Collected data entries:
*** Begin section ***

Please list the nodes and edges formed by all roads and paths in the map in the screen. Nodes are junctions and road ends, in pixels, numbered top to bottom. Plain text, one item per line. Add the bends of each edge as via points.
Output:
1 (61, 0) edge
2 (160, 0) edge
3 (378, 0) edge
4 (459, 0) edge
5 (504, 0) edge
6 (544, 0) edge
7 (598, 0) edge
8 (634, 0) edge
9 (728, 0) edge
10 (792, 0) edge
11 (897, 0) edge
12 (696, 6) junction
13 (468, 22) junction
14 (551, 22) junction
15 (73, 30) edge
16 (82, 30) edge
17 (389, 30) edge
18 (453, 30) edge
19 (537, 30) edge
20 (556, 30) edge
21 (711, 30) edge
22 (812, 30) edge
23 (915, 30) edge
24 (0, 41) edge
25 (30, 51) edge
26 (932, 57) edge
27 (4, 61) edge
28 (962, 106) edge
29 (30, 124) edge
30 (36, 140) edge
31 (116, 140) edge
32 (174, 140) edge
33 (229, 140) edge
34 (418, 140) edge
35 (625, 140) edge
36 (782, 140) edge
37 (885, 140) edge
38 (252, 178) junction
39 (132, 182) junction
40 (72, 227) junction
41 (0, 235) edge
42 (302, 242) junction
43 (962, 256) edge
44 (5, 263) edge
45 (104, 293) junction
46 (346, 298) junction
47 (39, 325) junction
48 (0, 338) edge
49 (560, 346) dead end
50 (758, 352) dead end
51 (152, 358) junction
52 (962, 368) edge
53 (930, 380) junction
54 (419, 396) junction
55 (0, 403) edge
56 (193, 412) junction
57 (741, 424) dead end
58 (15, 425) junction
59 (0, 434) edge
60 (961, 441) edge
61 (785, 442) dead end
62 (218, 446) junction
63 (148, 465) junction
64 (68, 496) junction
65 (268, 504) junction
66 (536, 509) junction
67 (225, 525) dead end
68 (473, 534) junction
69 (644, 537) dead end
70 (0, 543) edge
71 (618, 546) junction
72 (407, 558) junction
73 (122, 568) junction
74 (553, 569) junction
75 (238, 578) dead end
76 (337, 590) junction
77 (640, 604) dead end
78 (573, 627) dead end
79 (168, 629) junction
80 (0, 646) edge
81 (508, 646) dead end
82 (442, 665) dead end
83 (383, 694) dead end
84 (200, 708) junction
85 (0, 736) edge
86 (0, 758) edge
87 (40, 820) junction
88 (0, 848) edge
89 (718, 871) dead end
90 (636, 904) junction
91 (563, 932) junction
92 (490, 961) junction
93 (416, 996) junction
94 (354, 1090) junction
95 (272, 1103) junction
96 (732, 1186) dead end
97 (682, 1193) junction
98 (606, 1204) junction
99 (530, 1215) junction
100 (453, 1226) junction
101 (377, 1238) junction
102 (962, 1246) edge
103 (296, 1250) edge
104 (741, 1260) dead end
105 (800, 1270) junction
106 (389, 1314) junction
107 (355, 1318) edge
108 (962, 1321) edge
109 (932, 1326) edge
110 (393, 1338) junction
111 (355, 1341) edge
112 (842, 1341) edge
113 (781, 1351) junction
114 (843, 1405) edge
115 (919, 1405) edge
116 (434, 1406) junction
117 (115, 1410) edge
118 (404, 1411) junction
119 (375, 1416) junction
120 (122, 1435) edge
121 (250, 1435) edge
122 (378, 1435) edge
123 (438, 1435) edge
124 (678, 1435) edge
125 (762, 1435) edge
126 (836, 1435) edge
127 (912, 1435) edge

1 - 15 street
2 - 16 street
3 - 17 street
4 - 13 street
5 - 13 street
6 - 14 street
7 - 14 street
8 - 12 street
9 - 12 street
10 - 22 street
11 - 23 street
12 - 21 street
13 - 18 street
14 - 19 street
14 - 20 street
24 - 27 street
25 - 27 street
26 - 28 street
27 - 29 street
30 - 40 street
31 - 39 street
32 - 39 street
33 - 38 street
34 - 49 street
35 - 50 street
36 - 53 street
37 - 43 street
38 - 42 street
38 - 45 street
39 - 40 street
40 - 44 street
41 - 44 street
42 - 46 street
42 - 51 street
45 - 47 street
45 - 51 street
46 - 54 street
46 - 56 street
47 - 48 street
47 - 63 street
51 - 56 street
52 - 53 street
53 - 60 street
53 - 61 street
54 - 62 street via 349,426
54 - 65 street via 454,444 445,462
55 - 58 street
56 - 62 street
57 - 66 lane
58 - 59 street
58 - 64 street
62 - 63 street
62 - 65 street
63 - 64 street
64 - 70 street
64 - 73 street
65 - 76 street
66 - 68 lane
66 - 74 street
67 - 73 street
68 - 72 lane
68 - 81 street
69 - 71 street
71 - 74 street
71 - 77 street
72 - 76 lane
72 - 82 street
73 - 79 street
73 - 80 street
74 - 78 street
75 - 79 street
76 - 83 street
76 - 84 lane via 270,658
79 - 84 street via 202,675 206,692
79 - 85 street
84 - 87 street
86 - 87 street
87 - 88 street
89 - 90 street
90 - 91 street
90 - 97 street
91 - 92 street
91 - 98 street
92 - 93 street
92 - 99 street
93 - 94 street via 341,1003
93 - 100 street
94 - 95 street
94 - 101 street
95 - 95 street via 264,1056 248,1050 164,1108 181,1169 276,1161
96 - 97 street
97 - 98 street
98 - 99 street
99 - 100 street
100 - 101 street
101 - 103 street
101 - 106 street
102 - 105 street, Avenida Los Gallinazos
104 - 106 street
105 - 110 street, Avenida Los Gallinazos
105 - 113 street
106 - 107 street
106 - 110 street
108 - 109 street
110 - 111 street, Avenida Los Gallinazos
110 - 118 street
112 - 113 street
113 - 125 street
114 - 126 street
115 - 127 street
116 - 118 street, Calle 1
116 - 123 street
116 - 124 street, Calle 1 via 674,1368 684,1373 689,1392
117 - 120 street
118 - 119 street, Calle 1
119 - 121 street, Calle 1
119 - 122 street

*** End section ***

→ Your objective
Report all lines of the data that include the word "Avenida".

→ Response area
102 - 105 street, Avenida Los Gallinazos
105 - 110 street, Avenida Los Gallinazos
110 - 111 street, Avenida Los Gallinazos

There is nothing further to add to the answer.